(Collected data)
================

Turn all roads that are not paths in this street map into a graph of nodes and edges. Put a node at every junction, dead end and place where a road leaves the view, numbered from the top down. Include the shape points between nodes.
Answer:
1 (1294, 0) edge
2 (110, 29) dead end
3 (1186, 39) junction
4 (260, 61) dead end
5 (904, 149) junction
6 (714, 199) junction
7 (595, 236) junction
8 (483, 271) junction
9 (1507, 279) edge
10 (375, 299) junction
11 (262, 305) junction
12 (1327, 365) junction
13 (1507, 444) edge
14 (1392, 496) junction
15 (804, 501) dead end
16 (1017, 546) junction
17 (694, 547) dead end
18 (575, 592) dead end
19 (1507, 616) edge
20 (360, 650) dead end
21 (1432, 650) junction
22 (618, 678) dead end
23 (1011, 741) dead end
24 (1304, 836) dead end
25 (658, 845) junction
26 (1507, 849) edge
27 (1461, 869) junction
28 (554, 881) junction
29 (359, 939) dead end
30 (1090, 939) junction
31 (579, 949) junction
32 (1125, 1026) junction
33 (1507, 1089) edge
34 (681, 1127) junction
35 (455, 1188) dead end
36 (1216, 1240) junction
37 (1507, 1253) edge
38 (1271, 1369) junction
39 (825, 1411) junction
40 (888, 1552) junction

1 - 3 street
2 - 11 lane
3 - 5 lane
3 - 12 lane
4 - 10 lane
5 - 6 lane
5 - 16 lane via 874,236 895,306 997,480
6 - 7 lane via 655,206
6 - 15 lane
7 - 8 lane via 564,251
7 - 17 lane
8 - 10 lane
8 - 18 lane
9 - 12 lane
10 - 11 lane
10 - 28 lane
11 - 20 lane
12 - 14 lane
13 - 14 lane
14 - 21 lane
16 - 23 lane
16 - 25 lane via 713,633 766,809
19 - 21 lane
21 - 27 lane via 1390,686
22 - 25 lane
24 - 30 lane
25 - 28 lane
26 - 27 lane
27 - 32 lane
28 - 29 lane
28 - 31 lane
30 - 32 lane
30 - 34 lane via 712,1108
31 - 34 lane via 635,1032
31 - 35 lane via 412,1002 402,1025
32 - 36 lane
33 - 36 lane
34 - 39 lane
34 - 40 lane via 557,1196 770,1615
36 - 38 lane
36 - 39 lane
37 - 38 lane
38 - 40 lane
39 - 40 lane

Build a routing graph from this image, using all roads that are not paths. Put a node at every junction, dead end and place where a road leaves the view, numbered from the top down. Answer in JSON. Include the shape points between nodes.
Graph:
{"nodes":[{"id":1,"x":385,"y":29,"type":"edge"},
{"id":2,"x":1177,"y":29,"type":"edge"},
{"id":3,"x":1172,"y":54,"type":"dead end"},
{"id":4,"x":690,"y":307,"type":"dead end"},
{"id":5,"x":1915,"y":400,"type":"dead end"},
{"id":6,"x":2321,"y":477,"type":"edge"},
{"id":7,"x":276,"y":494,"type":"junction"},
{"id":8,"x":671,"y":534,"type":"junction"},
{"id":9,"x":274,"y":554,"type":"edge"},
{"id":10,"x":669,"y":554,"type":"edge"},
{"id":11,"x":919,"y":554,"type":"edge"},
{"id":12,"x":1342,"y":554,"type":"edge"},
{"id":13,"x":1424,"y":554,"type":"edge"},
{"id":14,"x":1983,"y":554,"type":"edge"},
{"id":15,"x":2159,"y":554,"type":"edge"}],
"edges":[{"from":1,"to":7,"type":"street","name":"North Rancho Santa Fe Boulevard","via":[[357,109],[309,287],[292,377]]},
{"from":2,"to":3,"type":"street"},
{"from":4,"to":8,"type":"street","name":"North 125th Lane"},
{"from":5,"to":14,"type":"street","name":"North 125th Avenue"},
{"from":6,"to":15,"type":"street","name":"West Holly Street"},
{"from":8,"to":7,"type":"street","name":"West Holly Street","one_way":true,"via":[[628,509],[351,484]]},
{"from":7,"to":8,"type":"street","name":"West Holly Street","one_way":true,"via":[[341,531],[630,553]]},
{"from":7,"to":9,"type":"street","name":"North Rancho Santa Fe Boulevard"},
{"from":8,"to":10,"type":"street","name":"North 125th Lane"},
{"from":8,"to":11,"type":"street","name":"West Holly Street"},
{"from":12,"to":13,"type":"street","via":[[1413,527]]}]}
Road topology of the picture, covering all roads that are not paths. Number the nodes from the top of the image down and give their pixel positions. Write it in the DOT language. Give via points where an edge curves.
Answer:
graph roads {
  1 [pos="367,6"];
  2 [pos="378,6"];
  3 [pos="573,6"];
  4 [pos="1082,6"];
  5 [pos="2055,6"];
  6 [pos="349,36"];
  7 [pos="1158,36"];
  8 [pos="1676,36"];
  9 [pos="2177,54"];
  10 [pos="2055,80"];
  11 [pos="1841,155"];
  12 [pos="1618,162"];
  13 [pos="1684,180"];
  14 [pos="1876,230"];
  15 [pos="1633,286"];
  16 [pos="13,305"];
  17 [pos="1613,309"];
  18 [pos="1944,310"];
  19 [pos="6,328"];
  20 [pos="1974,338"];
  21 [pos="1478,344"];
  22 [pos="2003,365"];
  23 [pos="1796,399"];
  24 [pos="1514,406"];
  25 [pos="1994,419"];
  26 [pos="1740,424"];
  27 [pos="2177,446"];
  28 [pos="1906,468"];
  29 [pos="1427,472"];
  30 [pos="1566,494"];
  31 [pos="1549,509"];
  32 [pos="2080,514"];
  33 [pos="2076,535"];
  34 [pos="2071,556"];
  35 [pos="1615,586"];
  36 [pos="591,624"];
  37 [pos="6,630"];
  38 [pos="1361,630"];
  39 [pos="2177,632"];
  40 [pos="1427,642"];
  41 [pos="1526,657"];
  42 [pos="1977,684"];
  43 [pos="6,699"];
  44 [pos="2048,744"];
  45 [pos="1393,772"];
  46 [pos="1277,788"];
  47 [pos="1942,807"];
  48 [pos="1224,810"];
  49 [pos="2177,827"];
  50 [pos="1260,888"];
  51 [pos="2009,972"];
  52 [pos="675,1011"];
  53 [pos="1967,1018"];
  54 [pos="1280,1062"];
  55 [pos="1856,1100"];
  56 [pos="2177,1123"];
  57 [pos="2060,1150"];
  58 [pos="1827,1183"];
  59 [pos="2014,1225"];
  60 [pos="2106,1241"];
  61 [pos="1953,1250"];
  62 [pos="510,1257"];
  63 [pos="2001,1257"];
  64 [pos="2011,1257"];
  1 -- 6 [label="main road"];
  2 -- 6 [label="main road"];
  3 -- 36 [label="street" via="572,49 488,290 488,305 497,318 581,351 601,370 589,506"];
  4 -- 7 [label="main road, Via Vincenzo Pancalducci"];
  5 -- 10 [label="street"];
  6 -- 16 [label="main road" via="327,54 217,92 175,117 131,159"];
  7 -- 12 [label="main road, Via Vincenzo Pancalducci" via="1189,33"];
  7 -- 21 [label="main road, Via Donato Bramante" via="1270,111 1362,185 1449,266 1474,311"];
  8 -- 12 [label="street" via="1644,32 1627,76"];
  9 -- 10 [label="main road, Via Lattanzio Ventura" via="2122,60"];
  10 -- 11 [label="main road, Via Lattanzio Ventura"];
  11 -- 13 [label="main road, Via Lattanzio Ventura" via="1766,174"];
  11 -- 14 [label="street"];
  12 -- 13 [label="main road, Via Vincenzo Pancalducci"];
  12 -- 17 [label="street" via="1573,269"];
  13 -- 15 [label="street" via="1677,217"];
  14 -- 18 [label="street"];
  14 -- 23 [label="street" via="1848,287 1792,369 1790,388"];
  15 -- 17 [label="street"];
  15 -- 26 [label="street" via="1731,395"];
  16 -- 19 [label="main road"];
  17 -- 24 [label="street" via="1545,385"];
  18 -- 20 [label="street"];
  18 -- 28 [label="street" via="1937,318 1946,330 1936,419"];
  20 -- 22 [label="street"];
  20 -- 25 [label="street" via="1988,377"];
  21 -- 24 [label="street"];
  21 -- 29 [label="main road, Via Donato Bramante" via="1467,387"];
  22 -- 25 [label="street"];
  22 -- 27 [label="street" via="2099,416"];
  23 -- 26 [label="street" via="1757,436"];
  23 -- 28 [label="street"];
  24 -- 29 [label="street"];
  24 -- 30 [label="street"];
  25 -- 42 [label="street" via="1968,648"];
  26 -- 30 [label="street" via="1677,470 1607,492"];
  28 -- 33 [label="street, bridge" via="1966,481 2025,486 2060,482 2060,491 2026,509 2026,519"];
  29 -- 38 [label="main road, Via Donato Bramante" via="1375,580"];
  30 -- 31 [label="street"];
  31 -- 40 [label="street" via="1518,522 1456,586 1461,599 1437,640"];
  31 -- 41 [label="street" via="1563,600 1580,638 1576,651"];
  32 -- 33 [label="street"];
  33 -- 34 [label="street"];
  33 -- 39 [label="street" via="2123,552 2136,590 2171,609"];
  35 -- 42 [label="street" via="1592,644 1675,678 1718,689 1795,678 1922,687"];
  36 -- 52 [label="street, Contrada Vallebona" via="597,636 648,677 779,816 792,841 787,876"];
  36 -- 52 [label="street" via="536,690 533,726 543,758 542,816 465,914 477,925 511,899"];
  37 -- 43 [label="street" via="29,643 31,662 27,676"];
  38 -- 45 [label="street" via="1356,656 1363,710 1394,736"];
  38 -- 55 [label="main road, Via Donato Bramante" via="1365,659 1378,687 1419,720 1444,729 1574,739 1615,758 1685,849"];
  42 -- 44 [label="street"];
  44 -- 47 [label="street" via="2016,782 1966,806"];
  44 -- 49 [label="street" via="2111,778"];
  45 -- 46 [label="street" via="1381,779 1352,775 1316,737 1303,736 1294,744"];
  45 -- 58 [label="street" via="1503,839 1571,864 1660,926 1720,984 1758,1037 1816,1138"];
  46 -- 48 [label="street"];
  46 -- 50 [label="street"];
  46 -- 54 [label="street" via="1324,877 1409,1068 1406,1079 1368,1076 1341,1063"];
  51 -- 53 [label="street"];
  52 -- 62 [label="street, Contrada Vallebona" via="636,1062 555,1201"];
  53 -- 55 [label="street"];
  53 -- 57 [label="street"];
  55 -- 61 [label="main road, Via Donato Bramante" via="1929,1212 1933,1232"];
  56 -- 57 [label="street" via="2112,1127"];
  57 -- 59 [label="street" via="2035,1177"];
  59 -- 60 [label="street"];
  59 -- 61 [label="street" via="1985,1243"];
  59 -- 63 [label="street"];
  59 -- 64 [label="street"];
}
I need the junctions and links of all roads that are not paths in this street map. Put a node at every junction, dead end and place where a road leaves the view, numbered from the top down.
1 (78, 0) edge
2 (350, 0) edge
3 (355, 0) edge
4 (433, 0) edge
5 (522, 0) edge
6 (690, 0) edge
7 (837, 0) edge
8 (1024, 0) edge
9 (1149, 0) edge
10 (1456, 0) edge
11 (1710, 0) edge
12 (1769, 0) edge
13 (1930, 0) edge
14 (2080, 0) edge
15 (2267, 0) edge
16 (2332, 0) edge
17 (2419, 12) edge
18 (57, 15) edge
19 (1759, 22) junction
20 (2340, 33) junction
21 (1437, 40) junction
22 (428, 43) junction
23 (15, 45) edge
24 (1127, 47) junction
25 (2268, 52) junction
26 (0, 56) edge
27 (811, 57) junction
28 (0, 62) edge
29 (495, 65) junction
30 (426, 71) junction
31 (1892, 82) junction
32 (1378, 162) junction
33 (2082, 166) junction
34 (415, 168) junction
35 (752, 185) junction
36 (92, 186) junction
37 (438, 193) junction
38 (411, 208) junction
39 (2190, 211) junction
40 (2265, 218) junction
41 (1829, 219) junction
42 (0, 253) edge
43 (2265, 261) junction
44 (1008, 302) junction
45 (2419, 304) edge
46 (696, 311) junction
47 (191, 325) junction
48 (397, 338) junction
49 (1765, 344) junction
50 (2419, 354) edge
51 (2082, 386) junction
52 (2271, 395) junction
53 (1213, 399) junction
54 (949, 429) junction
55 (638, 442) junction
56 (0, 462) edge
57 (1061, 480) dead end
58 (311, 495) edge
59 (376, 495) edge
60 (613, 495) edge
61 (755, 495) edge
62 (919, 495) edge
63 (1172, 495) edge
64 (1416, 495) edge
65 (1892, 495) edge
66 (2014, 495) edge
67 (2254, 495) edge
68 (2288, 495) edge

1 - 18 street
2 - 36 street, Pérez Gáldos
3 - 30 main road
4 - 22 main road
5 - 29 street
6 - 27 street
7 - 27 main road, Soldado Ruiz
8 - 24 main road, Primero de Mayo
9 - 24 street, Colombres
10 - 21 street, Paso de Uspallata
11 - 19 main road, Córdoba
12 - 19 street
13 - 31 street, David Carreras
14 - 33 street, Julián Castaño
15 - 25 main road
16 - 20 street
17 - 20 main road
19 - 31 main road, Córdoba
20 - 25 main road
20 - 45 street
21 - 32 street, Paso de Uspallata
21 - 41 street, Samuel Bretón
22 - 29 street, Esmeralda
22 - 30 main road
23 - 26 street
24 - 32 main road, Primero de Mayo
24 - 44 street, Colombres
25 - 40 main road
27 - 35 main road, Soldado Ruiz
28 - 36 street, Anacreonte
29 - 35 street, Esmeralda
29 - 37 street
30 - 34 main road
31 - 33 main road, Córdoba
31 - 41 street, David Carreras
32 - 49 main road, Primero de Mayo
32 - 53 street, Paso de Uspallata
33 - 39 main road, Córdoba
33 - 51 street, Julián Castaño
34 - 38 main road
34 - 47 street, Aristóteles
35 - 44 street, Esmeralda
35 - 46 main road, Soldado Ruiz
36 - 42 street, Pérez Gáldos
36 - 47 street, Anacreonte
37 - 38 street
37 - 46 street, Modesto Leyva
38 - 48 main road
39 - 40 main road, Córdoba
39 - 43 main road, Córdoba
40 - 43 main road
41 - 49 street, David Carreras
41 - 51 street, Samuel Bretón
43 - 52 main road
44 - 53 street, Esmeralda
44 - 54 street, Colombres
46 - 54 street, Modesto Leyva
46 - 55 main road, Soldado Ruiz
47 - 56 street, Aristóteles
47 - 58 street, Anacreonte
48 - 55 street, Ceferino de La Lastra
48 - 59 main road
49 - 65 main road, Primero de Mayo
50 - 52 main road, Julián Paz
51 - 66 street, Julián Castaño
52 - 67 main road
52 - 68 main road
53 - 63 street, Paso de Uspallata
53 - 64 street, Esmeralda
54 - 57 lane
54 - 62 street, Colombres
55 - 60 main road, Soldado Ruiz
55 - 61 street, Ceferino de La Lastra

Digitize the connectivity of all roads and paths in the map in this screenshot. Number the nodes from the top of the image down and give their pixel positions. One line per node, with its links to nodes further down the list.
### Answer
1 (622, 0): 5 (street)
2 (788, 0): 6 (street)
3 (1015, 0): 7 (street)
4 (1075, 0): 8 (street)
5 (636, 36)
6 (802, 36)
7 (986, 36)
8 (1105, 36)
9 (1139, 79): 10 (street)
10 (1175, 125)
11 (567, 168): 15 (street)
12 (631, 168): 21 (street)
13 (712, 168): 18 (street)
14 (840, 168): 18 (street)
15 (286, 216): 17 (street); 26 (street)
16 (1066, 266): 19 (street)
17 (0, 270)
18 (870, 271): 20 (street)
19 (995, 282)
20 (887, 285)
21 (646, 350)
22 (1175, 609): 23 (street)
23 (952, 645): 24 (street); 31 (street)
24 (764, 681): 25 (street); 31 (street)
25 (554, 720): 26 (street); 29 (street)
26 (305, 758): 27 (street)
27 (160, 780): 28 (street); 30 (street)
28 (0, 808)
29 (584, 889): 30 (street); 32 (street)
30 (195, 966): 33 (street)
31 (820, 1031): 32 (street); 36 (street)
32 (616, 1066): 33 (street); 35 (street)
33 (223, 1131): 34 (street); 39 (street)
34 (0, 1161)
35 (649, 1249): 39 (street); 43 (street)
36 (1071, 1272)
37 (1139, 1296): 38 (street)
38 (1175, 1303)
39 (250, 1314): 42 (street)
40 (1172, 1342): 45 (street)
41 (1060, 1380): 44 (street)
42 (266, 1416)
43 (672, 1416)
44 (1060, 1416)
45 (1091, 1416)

================

Which lines in the records above contain the word "this"? Return each of them.

Turn all roads that are not paths in this street map into a graph of nodes and edges. Put a node at every junction, dead end and place where a road leaves the view, numbered from the top down. Include the shape points between nodes.
Build a routing graph from this image, using all roads that are not paths. Put a node at every junction, dead end and place where a road leaves the view, numbered from the top down. Answer in JSON. Include the shape points between nodes.
I need the junctions and links of all roads that are not paths in this street map. Put a node at every junction, dead end and place where a road leaves the view, numbered from the top down.
Digitize the connectivity of all roads and paths in the map in this screenshot. Number the nodes from the top of the image down and give their pixel positions. One line per node, with its links to nodes further down the list.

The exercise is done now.